**What is needed:**
Scan the data below and pick out the lines containing the word "nodes".

**Source data:**
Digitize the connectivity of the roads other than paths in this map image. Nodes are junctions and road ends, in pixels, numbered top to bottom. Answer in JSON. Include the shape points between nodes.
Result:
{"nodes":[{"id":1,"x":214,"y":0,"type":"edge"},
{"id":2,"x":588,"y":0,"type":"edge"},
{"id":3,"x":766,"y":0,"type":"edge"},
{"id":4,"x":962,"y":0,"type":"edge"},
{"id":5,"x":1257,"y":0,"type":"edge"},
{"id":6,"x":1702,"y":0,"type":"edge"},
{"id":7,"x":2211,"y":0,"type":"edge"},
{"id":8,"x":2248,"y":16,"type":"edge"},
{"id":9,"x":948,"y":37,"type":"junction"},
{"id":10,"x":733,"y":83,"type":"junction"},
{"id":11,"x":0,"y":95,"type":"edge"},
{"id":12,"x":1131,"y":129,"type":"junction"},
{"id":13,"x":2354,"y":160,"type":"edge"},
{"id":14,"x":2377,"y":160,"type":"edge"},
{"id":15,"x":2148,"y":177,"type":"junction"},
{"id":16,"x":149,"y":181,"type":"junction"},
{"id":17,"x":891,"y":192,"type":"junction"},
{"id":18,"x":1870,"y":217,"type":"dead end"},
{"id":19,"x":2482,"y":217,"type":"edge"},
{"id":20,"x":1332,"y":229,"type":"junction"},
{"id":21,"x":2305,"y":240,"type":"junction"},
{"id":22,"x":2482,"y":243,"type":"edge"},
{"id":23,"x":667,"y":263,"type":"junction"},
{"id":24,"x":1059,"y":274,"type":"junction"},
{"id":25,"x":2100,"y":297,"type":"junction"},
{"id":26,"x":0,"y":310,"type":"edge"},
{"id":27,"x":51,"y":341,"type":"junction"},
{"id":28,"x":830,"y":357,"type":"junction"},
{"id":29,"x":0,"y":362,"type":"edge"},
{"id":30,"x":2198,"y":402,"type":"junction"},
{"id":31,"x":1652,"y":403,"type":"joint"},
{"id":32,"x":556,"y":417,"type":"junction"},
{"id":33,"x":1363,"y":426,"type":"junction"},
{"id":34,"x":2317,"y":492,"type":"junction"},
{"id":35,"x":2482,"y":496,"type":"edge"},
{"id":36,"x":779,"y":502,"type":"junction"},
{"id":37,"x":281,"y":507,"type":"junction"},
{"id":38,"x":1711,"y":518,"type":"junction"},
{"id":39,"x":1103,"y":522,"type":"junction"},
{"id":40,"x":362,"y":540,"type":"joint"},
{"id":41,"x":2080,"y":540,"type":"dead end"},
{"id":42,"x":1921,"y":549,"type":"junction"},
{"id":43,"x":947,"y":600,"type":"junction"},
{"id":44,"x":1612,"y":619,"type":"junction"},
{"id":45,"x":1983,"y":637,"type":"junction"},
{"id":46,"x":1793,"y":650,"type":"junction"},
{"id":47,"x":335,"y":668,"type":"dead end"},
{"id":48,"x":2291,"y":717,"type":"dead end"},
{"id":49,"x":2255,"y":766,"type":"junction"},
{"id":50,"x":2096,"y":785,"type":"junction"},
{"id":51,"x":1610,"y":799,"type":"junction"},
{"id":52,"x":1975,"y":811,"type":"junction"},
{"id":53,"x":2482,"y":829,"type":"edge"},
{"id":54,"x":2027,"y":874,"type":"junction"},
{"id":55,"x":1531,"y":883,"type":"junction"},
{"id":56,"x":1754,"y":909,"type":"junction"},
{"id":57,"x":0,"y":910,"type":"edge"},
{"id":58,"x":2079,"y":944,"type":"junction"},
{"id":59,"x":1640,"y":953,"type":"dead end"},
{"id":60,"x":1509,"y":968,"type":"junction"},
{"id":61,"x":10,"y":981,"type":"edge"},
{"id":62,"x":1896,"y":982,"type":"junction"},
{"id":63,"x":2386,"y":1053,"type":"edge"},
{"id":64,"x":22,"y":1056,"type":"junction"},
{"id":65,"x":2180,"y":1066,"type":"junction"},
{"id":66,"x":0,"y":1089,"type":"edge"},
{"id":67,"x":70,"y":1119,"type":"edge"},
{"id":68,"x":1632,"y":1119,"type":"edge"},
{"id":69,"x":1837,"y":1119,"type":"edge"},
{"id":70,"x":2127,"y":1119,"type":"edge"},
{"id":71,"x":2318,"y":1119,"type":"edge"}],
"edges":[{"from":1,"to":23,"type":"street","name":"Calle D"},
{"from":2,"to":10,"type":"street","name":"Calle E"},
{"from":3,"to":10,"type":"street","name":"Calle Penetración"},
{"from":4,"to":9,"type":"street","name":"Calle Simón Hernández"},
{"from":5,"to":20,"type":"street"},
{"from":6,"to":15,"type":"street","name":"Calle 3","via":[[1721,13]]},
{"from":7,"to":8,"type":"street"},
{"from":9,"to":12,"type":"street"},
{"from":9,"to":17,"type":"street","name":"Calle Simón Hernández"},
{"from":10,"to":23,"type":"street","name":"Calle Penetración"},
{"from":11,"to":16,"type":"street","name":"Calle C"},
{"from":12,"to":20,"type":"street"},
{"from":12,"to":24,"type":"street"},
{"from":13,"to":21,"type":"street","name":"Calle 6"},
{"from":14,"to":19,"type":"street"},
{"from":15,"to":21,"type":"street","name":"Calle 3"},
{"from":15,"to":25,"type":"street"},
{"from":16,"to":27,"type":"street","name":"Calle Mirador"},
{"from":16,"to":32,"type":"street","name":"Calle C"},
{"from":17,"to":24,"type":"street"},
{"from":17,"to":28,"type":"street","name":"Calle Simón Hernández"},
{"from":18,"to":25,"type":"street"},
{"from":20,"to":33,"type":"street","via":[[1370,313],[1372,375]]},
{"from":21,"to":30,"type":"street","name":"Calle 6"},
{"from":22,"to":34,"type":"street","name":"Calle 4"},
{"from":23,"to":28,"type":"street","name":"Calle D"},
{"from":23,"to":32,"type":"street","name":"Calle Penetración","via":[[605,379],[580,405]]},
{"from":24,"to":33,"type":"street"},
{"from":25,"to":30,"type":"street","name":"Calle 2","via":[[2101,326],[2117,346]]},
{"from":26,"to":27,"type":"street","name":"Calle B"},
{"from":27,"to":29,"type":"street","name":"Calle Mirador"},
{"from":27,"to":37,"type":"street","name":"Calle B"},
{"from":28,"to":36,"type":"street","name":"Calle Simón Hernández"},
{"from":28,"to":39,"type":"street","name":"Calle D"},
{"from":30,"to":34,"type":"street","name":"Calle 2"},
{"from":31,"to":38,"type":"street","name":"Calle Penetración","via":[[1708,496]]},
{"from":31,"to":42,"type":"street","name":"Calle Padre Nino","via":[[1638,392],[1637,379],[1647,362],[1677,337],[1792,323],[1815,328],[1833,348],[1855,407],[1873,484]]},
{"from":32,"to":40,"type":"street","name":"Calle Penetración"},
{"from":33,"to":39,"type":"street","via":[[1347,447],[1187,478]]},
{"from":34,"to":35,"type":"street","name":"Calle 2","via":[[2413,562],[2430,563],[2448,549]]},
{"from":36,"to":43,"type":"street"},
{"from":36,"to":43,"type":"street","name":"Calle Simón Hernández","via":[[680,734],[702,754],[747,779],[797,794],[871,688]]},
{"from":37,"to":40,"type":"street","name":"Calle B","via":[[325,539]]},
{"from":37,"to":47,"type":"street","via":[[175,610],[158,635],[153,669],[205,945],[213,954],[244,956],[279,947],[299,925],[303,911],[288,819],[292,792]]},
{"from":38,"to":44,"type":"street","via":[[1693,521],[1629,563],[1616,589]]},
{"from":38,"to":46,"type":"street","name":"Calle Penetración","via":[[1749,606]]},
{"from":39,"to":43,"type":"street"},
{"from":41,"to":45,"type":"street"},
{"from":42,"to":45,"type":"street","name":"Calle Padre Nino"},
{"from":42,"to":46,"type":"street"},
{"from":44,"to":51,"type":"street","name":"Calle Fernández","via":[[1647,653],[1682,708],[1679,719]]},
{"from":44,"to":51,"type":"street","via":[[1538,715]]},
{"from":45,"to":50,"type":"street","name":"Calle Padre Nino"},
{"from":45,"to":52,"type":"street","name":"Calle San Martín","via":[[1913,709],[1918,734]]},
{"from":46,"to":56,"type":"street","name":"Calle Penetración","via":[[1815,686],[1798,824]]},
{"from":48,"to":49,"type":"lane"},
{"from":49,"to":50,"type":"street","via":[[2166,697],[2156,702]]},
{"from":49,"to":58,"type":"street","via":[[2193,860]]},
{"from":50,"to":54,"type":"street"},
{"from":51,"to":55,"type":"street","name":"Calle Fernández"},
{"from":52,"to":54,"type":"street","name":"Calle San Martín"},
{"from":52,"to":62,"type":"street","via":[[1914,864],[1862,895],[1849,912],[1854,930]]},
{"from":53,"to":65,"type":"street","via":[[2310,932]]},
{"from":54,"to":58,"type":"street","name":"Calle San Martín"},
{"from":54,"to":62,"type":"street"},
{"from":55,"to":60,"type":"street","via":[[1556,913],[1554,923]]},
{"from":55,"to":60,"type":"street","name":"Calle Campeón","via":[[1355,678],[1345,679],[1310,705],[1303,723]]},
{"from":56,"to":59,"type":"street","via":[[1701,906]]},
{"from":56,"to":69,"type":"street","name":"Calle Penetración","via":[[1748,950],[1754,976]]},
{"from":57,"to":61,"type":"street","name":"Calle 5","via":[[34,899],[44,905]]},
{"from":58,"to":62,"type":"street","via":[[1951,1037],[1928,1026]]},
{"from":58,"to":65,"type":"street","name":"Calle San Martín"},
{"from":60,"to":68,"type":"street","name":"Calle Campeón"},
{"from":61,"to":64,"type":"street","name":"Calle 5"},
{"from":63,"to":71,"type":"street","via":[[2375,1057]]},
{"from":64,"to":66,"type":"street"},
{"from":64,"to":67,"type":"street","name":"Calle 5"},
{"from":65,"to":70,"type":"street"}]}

**Output for this exercise:**
Digitize the connectivity of the roads other than paths in this map image. Nodes are junctions and road ends, in pixels, numbered top to bottom. Answer in JSON. Include the shape points between nodes.
{"nodes":[{"id":1,"x":214,"y":0,"type":"edge"},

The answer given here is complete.